The diagonal splits the book into two behaviors. Above it — lots that kept trading above my cost after I sold — sit 112 lots worth +$402,854: the winners, sold into strength, with more good minutes still to come. "Too early," and profitable, every time. Below it sit 173 lots worth −$185,756: I owned the profitable stretch, didn't take it, and stayed through the decay — by the time these were sold, counting the full life just dilutes what little good period there was. Selling early made money; outstaying the window lost it.
But the number that changes the diagnosis: only 7% of sold lots never traded above cost at any point through expiry — and of the 58 lots that rode all the way to expiration, 46 passed through profit on the way to zero. The median losing lot had the bid above entry for 10% of its held minutes; 109 losing lots, −$354,670 between them, each spent more than 5% of their full life with a profitable exit sitting on the screen. The problem was almost never that a winning exit didn't exist. It's that the window opened, stayed open for hours, and closed — with the position still on.
PART VI — THE CHEAT SHEETBest and worst, by the numbers
| Best | Worst | |
|---|---|---|
| Day to enter | Thursday — the only day that survives outlier removal: +$39,575 trimmed, 48% win, −2% median | Tuesday — −$33,927 even without the two disasters; 31% win, −26% median |
| Hour to enter (ET) | None was good (no hour has a positive median). Least bad: the open, −7% median, 43% win | 10–11 a.m. — −$107,658 excl. outliers, −20% median |
| Day to exit | Thursday +$24,011 trimmed (49% win, 0% median) | Tuesday −$70,768 with zero outliers; Wednesday −$73,685 trimmed (a big winner hid it) |
| Holding period | 2–10 days: the only trimmed-positive buckets (+$67k combined) | Overnight-only: −$144,898, no outliers, −59% median, 26% win |
| The weekend | Held across: +$53,067 trimmed, 43% win — the tail factory | Same-week: −$189,968 trimmed — the reliable grind |
Read the table cynically and it says one thing five ways: the account made money when a position was allowed to express a thesis, and lost money when it expressed a reaction. Thursday entries held across days were thesis. Tuesday-10 a.m. entries closed by Wednesday were reaction — a habit that loses money with the disasters removed, and lost catastrophically with them in. The tickers were fine — Affirm did sign Amazon, Ford did re-rate, Tesla did beat deliveries. The theses paid retail investors who simply held the stock. What they couldn't survive was being expressed through three-day options bought at the top of the morning, one strike higher each week.
The account touched $619,502 U.S. — about $771,000 Canadian on my broker's home screen — at 9:42 a.m. on November 4, 2021, the exact minute Affirm printed its all-time high.

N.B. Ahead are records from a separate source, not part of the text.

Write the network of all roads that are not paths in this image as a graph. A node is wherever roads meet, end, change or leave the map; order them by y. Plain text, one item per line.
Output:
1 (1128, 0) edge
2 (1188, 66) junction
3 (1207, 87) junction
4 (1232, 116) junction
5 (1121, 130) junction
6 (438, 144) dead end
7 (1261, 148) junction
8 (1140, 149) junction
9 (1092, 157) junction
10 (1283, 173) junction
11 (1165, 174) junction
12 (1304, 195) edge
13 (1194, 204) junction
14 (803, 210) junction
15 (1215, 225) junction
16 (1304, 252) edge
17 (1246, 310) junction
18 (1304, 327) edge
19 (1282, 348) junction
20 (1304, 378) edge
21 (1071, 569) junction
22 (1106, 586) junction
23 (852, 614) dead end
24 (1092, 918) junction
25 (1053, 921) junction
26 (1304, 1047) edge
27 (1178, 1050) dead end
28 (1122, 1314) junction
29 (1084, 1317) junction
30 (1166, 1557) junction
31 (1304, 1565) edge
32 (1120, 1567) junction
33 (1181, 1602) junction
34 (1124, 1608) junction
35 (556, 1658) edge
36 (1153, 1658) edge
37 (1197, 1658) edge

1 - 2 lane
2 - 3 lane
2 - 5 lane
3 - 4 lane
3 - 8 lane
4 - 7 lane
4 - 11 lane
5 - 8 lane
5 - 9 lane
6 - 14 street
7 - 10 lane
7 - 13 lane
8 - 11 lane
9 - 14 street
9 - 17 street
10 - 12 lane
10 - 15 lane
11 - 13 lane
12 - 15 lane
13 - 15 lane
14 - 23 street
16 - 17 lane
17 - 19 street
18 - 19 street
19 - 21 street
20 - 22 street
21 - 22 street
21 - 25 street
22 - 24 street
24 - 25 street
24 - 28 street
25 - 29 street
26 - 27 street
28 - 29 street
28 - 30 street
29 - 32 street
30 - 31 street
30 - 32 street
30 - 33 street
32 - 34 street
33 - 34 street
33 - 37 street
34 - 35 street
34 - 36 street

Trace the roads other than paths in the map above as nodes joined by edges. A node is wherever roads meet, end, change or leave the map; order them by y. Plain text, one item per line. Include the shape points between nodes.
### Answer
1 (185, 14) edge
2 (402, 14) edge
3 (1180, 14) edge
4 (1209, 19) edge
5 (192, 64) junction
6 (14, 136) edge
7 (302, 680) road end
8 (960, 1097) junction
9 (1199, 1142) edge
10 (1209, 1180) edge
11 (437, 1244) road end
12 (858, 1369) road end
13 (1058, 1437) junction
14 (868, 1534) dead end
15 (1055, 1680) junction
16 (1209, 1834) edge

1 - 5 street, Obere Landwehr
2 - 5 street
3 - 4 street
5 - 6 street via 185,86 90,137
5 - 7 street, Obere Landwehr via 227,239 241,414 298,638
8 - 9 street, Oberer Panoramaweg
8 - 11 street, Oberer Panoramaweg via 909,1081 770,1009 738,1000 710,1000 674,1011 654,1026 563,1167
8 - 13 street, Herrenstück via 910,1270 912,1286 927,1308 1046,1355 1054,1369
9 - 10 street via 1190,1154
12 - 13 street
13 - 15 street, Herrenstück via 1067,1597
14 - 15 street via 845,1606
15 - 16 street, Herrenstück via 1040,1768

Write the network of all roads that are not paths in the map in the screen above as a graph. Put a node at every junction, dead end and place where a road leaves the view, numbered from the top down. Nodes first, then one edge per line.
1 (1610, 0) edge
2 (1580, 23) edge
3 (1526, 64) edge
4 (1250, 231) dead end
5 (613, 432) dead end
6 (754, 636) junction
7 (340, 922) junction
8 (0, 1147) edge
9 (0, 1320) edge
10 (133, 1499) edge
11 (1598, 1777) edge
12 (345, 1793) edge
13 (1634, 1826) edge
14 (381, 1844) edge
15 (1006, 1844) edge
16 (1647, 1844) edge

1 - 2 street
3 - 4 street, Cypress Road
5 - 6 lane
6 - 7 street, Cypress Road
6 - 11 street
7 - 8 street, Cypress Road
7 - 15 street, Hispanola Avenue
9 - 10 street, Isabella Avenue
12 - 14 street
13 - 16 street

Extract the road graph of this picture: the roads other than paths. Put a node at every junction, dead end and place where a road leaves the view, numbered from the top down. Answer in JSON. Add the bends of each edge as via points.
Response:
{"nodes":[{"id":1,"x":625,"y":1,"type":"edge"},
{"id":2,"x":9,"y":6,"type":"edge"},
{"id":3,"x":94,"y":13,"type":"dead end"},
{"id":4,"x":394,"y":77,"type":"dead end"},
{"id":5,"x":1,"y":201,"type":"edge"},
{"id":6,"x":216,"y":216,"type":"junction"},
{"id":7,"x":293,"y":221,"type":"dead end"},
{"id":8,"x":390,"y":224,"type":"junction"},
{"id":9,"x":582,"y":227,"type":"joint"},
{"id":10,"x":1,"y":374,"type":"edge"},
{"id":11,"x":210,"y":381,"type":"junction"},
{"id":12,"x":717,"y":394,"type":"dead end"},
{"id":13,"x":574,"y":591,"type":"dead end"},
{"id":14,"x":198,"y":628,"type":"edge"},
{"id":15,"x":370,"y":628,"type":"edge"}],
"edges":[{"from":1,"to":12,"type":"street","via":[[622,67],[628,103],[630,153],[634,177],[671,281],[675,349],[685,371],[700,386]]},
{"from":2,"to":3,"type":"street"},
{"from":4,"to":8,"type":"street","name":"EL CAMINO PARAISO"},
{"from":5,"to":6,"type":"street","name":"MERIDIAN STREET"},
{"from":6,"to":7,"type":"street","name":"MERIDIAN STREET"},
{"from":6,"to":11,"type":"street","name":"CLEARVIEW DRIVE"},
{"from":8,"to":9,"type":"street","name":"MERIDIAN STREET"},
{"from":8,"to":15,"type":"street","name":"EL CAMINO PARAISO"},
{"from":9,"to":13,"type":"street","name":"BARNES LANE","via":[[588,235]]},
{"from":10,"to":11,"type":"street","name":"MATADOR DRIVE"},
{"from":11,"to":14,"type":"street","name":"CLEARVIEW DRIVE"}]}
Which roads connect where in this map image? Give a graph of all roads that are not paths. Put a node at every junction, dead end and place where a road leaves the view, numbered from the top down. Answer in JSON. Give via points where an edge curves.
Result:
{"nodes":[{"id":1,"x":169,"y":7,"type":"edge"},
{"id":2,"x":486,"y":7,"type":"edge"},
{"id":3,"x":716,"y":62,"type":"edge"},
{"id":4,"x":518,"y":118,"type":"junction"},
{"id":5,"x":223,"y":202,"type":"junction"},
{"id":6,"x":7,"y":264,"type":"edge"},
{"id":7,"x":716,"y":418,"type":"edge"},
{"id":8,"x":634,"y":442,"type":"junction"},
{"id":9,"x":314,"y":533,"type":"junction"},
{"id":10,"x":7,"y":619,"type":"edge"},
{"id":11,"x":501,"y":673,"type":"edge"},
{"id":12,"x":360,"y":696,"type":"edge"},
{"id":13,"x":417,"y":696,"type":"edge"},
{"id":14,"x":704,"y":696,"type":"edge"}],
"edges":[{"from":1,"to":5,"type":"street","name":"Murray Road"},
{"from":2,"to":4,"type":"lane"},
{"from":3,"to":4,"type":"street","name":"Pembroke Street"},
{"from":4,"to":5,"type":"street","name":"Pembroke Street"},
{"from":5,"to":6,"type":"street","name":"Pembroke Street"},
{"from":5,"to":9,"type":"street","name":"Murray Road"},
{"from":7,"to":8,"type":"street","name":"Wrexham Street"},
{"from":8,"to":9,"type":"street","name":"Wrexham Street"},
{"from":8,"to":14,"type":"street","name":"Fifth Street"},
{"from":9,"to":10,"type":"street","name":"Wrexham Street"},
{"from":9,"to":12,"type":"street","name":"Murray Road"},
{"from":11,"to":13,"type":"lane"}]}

It finished at $183.12. Between those two numbers sits everything in this article: a right thesis, a real edge with a documented day and hour, and a clock that sped up exactly when it should have slowed down.
None of this was visible from inside the account in 2021 — at that speed, nothing is. It took parsing 769 confirmations, matching every fill to the quote tape, and rebuilding the account minute by minute to see that the wins and the losses weren't two runs of luck. They were two different behaviors, each with its own day, its own hour, and its own holding period — running side by side in the same account, under the same thesis, about half a million dollars apart.